Comer a dose certa de alimentos e praticar algum
exercício físico é uma das melhores “medicações”.
Ajuda a prevenir e a tratar algumas doenças.
  O chá acalma. E o gengibre, que já se havia revelado útil no controlo da inflamação, mostra-se agora igualmente eficaz no combate ao cancro dos ovários.
Os alimentos crus e cozinhados estão na ordem do dia, sendo sublinhada a importância de alguns na prevenção de certas doenças e amenização dos sintomas, no caso de outras. Hoje sabe-se, por exemplo, que uma dieta equilibrada aliada a uma boa actividade física pode alterar em cerca de uma década o aparecimento de algumas patologias.
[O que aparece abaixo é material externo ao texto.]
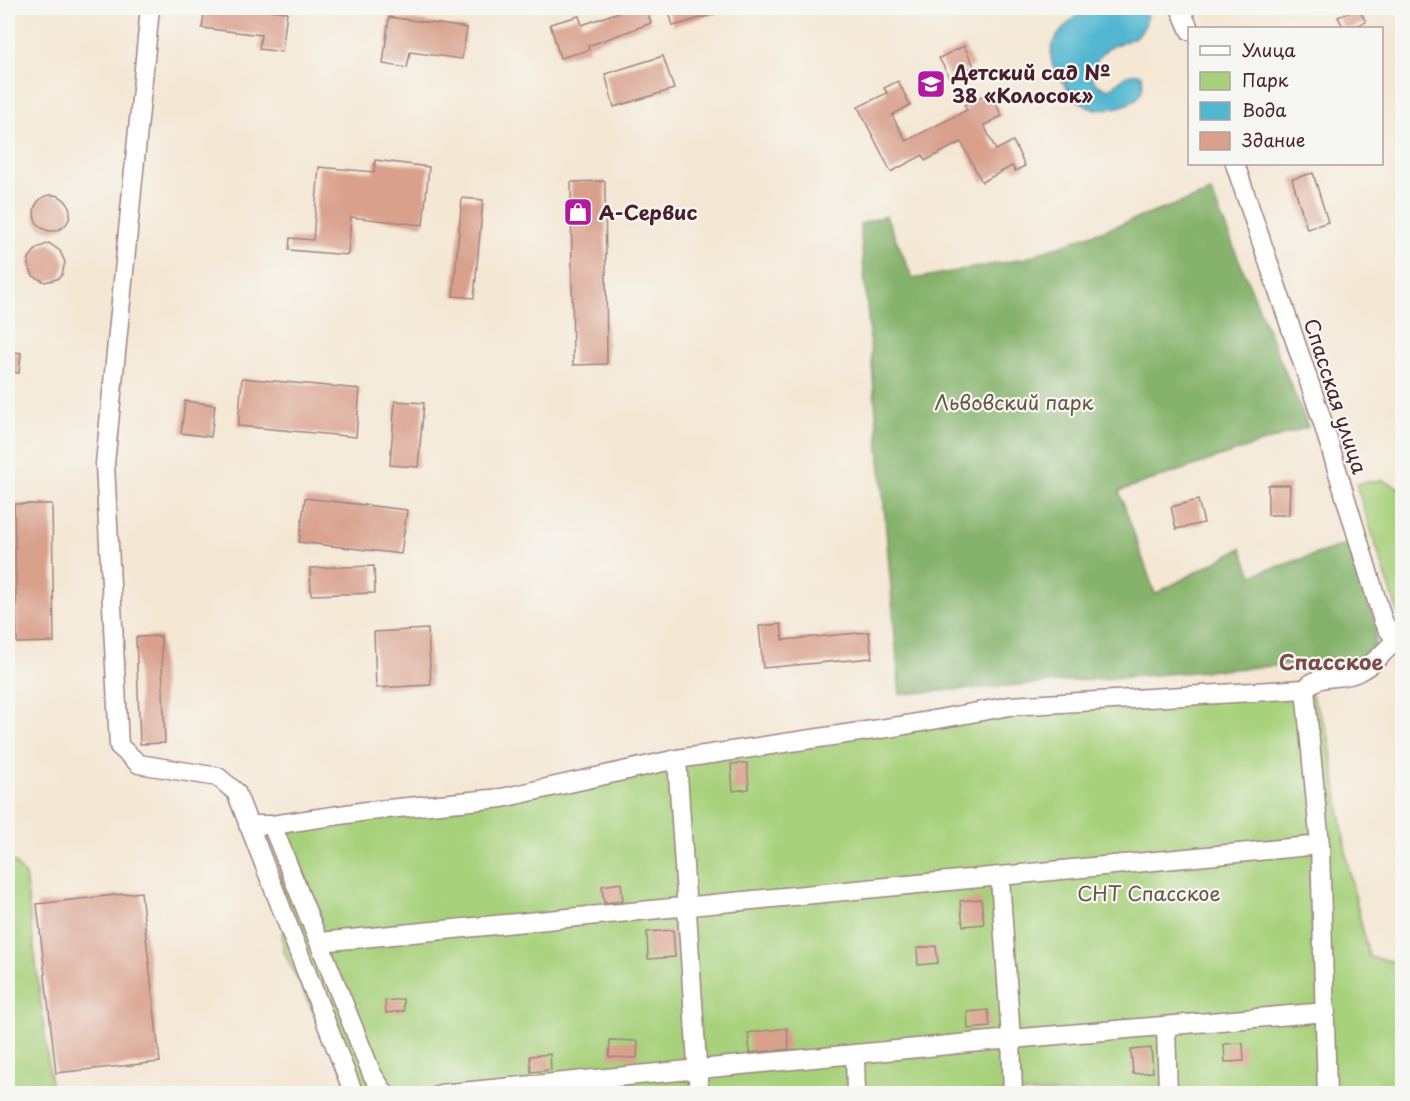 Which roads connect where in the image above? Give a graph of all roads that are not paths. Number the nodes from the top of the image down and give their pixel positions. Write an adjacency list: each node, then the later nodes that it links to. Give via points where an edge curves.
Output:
1 (150, 8): 8 (street, via 105,464 119,746 139,764 218,777 236,792)
2 (1180, 8): 3 (street)
3 (1188, 27)
4 (1235, 165): 5 (street, Спасская улица, via 1321,417 1383,621)
5 (1400, 639): 6 (street, via 1356,673 1313,680)
6 (1305, 689): 7 (street, via 1010,706); 10 (street)
7 (677, 759): 9 (street, via 502,798); 12 (street)
8 (248, 825): 9 (street); 20 (street)
9 (272, 825): 13 (street)
10 (1320, 845): 11 (street); 14 (street)
11 (1000, 878): 12 (street); 16 (street)
12 (686, 905): 13 (street); 18 (street)
13 (320, 942): 21 (street, via 372,1074)
14 (1326, 1012): 15 (street); 27 (street)
15 (1166, 1026): 16 (street); 26 (street)
16 (1011, 1039): 17 (street); 25 (street)
17 (855, 1055): 18 (street); 24 (street)
18 (699, 1069): 19 (street); 23 (street)
19 (558, 1088): 22 (street)
20 (354, 1094)
21 (385, 1094)
22 (440, 1094)
23 (699, 1094)
24 (856, 1094)
25 (1013, 1094)
26 (1168, 1094)
27 (1327, 1094)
Isto não significa, porém, que uma boa parte daquilo que comemos não seja prejudicial à nossa saúde. Como escreve Anna Selby no livro Alimentos Milagrosos (Selecções do Reader’s Digest), “além de um valor nutricional limitado, contêm demasiada gordura, açúcar ou sal, demasiados corantes, aromatizantes ou conservantes artificiais”. Face a estes alimentos, progressivamente, o corpo humano reage: “Abranda o seu desempenho, tornando-se mais vulnerável a infecções e doenças.”

É importante apostar nos alimentos funcionais, ou seja, nos que contêm componentes benéficos para a saúde e podem proteger-nos das doenças crónicas. “Nomeadamente os ricos em antioxidantes, que incluem as vitaminas E e C, mas também os flavenóides”, observa o nutricionista João Breda, explicando que estes últimos existem em quase todos os frutos, “sobretudo os muitos coloridos”, e nos vegetais. Os antioxidantes impedem a oxidação “que, levando à alteração de tecidos e de moléculas do nosso organismo, é responsável pelo aparecimento de cancros e doenças cardiovasculares”.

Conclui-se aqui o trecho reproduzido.